Rok 2010 to ciągle działalność w warunkach ponadprzeciętnej niepewności, aczkolwiek jej skala będzie mniejsza niż w pierwszej połowie 2009 r. Przedsiębiorstwa nauczyły się już jednak działać w takich warunkach. PKPP Lewiatan prognozuje, że w 2010 r. przychody przedsiębiorstw wzrosną o co najmniej 8 proc. Towarzyszyć im będzie nieco niższe, 6,5 proc. tempo wzrostu kosztów (koszty będą dalej optymalizowane, firmy nie będą istotnie zwiększać zadłużenia, a zatem nie będą rosły koszty finansowe, wzrost wynagrodzeń będzie odpowiadał wzrostowi wydajności pracy, firmy w jeszcze większym stopniu będą korzystały z outsourcingu)). Dzięki temu wzrośnie rentowność sprzedaży, a wynik finansowy netto w firmach średnich i dużych powinien zbliżyć się do historycznego poziomu 100 mld zł. Płynność gotówkowa utrzyma się na wysokim 30 proc. poziomie. Wzrośnie zainteresowanie sprzedażą na rynki zewnętrzne, bowiem konsumpcja w Polsce nie zwiększy się na tyle, aby zaspokoić „aspiracje” produkcyjne i sprzedażowe firm. Poza tym muszą one myśleć o obecności na rynkach zewnętrznych już dzisiaj, aby wtedy, gdy popyt na tych rynkach wzrośnie, wejście na nie będzie wiązało się ze znacznie większą konkurencją. Wzrośnie zatem liczba firm-eksporterów, tak wśród firm dużych, jak i w grupie MSP.
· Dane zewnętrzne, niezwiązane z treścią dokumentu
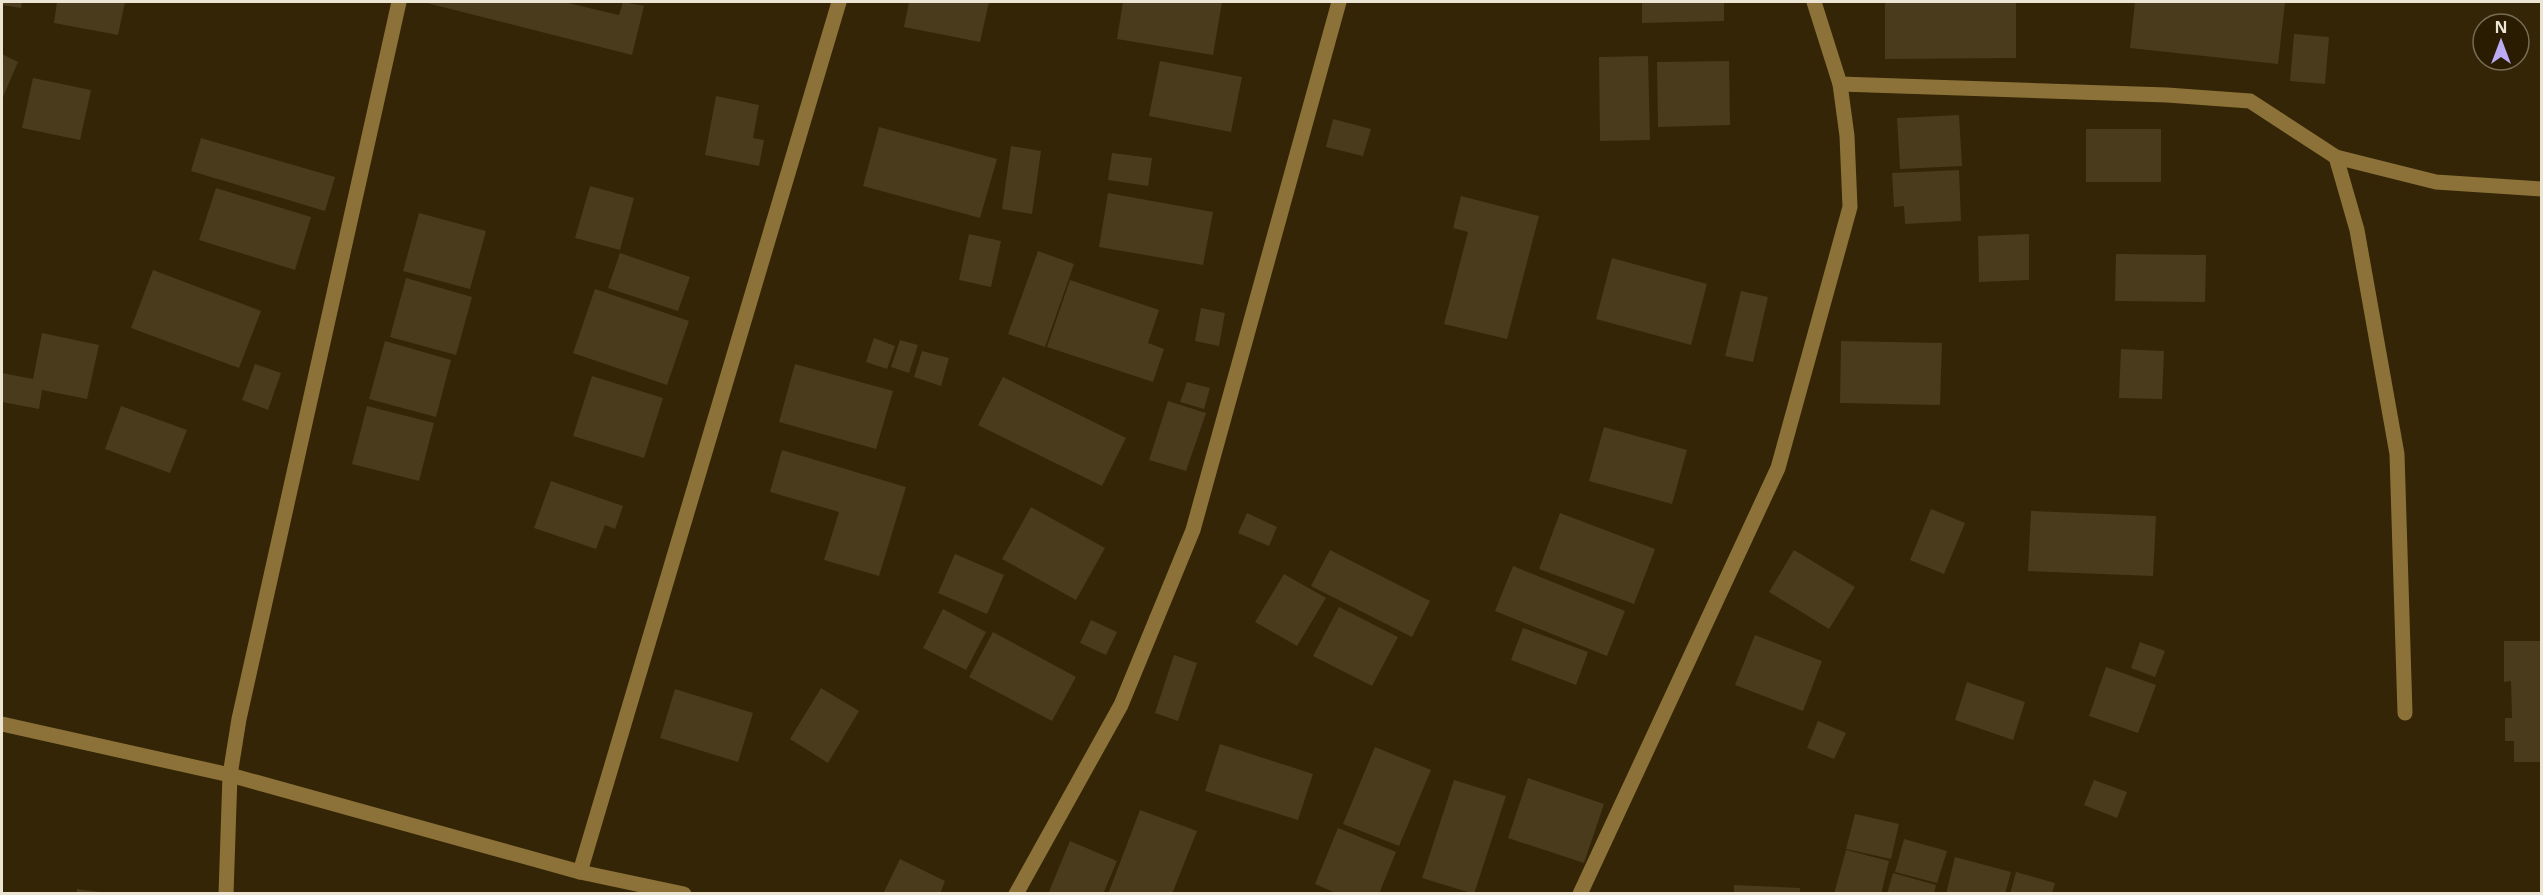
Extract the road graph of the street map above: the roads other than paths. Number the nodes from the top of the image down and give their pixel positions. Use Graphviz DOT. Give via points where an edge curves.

Aby jednak sprostać nadchodzącym wyzwaniom związanym z ożywieniem gospodarczym, przedsiębiorstwa muszą powrócić do tendencji, które zarysowały się przez kryzysem:
1) powinny przestawić swoje strategie na budowanie pozycji konkurencyjnej w oparciu o jakość produktów i usług, a nie o cenę. Muszą także dodać do tego działania proinnowacyjne we wszystkich obszarach swojej działalności – procesowym, produktowym, organizacyjnym i marketingowym. Trzeba będzie dostosować firmy do wzmożonej konkurencji, która na pewno je czeka tak na rynku polskim, jak i na rynkach zewnętrznych.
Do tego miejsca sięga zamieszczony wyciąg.